#### [WORK ORDER]
Find the word "muted" in the listing below, then return every line it appears in.

#### [STORED DATA]
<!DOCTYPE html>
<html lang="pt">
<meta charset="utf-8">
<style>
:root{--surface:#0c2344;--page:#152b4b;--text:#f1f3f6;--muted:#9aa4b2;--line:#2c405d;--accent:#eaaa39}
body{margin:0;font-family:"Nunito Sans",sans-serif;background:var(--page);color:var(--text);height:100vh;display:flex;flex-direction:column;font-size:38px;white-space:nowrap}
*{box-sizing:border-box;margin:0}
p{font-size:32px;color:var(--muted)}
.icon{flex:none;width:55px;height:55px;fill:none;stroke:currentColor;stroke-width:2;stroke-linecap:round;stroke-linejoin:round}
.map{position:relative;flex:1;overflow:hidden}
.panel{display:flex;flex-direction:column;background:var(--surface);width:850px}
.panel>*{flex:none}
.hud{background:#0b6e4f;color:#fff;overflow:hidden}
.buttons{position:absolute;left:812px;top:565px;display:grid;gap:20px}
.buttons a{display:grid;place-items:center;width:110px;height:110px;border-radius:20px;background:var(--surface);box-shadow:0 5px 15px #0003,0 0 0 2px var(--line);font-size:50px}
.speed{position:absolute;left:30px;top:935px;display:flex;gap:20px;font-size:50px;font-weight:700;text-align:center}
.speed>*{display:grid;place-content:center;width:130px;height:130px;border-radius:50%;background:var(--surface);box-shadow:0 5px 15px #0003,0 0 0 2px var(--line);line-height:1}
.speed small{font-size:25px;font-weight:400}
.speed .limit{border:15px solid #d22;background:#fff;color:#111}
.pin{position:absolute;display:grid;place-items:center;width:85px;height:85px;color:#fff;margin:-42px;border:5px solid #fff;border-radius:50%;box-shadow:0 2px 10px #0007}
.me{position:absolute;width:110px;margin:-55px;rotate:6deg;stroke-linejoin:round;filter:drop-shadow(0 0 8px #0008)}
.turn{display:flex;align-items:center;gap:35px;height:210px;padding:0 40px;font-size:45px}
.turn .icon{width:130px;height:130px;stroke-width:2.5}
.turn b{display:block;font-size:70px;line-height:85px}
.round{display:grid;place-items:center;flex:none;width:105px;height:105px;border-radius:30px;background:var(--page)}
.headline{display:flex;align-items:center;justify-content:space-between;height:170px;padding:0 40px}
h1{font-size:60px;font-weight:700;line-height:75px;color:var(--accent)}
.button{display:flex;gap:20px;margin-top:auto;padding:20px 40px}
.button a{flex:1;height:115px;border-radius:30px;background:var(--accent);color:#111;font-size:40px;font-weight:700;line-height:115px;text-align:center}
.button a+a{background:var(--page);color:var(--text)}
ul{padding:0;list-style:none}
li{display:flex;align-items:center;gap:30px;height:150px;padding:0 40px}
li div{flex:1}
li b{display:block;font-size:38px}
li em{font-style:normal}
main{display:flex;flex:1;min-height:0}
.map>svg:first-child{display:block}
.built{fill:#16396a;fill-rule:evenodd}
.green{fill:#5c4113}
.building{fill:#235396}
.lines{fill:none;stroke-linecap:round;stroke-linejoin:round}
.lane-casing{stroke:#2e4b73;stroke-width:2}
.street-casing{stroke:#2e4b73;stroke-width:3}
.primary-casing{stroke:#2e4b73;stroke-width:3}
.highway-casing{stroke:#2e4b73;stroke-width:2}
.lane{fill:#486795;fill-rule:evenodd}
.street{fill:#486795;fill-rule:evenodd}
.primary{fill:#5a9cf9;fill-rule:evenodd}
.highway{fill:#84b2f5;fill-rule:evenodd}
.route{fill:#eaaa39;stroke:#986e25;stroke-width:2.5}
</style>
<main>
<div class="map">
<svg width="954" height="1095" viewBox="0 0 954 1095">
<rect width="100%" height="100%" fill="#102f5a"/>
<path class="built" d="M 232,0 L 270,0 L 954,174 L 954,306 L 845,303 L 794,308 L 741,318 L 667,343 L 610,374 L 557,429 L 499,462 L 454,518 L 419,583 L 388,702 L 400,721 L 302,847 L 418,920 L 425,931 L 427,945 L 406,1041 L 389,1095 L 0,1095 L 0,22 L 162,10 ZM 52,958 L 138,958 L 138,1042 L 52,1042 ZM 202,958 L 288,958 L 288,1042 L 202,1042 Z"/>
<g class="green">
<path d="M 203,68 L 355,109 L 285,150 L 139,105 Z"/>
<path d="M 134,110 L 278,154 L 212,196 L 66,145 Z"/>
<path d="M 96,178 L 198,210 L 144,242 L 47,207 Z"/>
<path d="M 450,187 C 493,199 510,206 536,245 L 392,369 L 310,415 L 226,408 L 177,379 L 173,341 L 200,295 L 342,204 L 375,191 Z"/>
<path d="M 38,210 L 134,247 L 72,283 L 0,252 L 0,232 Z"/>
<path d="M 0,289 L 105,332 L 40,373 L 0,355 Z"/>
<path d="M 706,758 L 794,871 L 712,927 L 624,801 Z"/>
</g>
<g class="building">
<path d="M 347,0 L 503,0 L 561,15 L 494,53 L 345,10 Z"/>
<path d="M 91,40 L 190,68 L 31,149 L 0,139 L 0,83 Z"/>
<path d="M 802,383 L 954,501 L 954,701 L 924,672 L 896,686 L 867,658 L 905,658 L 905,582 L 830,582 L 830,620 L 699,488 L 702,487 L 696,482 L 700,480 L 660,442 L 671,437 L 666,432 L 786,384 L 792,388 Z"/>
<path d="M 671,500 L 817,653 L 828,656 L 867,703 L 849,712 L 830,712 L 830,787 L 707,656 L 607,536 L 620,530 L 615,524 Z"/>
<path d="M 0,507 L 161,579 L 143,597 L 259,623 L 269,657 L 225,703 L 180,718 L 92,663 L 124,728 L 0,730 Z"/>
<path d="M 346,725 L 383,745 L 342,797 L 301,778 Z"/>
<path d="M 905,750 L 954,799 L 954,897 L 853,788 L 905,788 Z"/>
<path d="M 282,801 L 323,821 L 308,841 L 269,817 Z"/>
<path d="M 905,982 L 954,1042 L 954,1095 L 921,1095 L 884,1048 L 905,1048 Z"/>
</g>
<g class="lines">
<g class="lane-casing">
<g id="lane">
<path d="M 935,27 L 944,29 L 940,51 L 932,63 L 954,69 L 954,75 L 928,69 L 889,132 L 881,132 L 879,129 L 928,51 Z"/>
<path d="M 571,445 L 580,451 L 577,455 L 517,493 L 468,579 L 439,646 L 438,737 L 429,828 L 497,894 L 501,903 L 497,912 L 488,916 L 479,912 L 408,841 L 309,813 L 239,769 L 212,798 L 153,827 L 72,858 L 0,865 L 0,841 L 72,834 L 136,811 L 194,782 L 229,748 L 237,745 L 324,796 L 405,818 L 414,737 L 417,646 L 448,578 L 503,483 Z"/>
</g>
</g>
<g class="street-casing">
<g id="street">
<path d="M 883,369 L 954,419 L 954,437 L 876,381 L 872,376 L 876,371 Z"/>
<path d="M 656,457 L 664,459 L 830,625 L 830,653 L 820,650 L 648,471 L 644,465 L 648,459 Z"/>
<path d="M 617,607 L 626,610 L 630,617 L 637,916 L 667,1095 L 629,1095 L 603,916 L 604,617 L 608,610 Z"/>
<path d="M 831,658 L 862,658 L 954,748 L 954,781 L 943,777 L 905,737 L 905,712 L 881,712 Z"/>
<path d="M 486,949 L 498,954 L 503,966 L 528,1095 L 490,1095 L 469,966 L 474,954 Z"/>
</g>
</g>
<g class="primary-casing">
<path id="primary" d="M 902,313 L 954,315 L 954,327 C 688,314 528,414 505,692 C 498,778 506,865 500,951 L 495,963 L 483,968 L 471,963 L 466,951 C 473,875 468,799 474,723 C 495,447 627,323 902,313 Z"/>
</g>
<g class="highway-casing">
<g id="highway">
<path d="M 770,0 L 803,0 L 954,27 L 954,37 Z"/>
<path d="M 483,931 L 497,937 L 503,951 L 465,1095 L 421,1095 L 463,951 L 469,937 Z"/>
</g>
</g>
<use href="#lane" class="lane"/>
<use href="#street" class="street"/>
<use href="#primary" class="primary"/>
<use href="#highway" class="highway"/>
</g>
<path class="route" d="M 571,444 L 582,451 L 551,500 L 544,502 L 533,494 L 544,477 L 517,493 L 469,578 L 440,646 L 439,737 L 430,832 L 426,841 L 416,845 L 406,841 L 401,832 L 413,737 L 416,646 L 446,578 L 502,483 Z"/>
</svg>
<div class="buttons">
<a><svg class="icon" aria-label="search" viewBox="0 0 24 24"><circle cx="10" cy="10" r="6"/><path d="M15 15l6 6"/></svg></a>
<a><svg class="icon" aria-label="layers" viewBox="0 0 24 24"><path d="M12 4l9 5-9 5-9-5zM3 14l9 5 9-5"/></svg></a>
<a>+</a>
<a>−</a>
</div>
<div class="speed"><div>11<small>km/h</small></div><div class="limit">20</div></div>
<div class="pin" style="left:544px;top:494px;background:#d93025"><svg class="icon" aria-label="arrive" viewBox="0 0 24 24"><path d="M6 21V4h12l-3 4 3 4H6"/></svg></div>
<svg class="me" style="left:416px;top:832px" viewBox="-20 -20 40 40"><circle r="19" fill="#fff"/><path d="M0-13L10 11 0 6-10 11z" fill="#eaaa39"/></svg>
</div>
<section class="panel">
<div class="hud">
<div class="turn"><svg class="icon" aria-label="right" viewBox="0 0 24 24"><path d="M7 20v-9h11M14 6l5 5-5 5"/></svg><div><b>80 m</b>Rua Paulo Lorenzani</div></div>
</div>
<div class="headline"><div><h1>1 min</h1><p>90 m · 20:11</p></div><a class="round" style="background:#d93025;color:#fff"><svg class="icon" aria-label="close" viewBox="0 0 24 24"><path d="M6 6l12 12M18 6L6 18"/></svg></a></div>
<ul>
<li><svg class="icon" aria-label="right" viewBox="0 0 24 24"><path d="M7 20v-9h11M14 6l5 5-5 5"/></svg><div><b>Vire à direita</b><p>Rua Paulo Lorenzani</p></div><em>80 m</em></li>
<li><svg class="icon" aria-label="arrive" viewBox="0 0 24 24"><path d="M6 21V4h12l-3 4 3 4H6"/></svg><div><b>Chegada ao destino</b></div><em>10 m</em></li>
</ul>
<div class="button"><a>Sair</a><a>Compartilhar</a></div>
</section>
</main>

#### [SOLUTION FOR THIS TASK]
:root{--surface:#0c2344;--page:#152b4b;--text:#f1f3f6;--muted:#9aa4b2;--line:#2c405d;--accent:#eaaa39}
p{font-size:32px;color:var(--muted)}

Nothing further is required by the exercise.